China’s power ‘supergrid’ gives Xi buffer against energy shocks
Sign up now: Get ST's newsletters delivered to your inbox
China has become one of the biggest investors in power grids globally, spending heavily on infrastructure to absorb more renewables and curb its reliance on imports.
PHOTO: ST FILE
BEIJING – China’s long-running effort to build out its energy sources is getting fresh momentum from the war in the Middle East, reinforcing a strategy that has sent grid operators on a bond-selling binge and funnelled hundreds of billions of dollars into the market.
The world’s No. 2 economy has become one of the biggest investors in power grids globally, spending heavily in recent years on infrastructure to absorb more renewables and curb its reliance on imports.
Financing that growth has turned state-owned grid operators into the country’s biggest bond issuers, with sales hitting unprecedented levels and yields near historic lows.
The heavy investments highlight the central role of grids in Beijing’s strategy, which involves moving energy like wind and solar power from remote western regions into China’s industrial heartland.
Given the shock of oil supply disruptions, analysts say the pace of growth is likely to accelerate.
“China’s infrastructure build-out is far more efficient than that of most countries, and the power grid is no exception,” said Fitch Ratings senior director Penny Chen.
As surging power prices become a binding constraint on artificial intelligence and manufacturing ambitions elsewhere, that advantage is set to widen.
Already, the country’s two largest grid operators – State Grid Corp of China and China Southern Power Grid – have issued 92.5 billion yuan (S$17.2 billion) of domestic bonds so far in 2026, on top of a record 901 billion yuan sold in 2025, according to Bloomberg-compiled data.
The notes have been priced at an average of 1.7 per cent so far in 2026, an all-time low.
State Grid operates power lines covering more than 80 per cent of the country, delivering electricity to more than one billion people.
Southern Grid handles most of the rest of the nation, including economic powerhouse Guangdong.

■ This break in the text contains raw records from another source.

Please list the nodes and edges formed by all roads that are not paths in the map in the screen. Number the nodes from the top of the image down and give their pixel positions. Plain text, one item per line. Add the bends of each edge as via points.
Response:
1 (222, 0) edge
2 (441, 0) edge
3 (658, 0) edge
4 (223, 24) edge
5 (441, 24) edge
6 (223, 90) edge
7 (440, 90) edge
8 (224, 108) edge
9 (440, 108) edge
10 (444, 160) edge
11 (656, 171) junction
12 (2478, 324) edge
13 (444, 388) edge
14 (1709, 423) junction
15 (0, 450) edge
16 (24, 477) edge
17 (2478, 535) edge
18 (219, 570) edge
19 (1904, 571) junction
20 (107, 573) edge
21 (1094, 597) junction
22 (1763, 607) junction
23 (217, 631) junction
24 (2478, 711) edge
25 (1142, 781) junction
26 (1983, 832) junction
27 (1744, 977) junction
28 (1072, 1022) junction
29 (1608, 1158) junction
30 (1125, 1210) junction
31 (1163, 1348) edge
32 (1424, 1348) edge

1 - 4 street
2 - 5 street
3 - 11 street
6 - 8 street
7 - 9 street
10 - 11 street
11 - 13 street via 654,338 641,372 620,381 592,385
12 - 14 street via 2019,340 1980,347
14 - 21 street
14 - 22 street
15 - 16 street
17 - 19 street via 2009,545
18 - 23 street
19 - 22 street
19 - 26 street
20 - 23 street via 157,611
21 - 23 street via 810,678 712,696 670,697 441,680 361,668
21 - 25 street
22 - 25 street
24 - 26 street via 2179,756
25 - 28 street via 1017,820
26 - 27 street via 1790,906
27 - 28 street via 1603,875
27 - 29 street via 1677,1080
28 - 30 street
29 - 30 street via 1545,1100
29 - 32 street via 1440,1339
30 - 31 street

The rush to fund power infrastructure has allowed State Grid, the world’s largest utility firm, to regain the title as the country’s largest bond issuer since 2024, overtaking major commercial banks and the state railway builder.
The firm issued a record 754.5 billion yuan of bonds domestically in 2025 alone, almost tripling the previous year’s total, after its capital spending increased by 20 per cent a year earlier.
The efforts are part of a plan by China to spend roughly five trillion yuan on electricity networks over the next five years, compounding record grid investment and borrowing since 2024 when transmission bottlenecks became more acute.
The funds will be used to help build a supergrid to ensure renewable generation is properly transported.
In some ways, the grid investments highlight how energy security – once viewed as a lofty, long-term goal of President Xi Jinping – is now becoming an immediate and crucial source of economic insulation.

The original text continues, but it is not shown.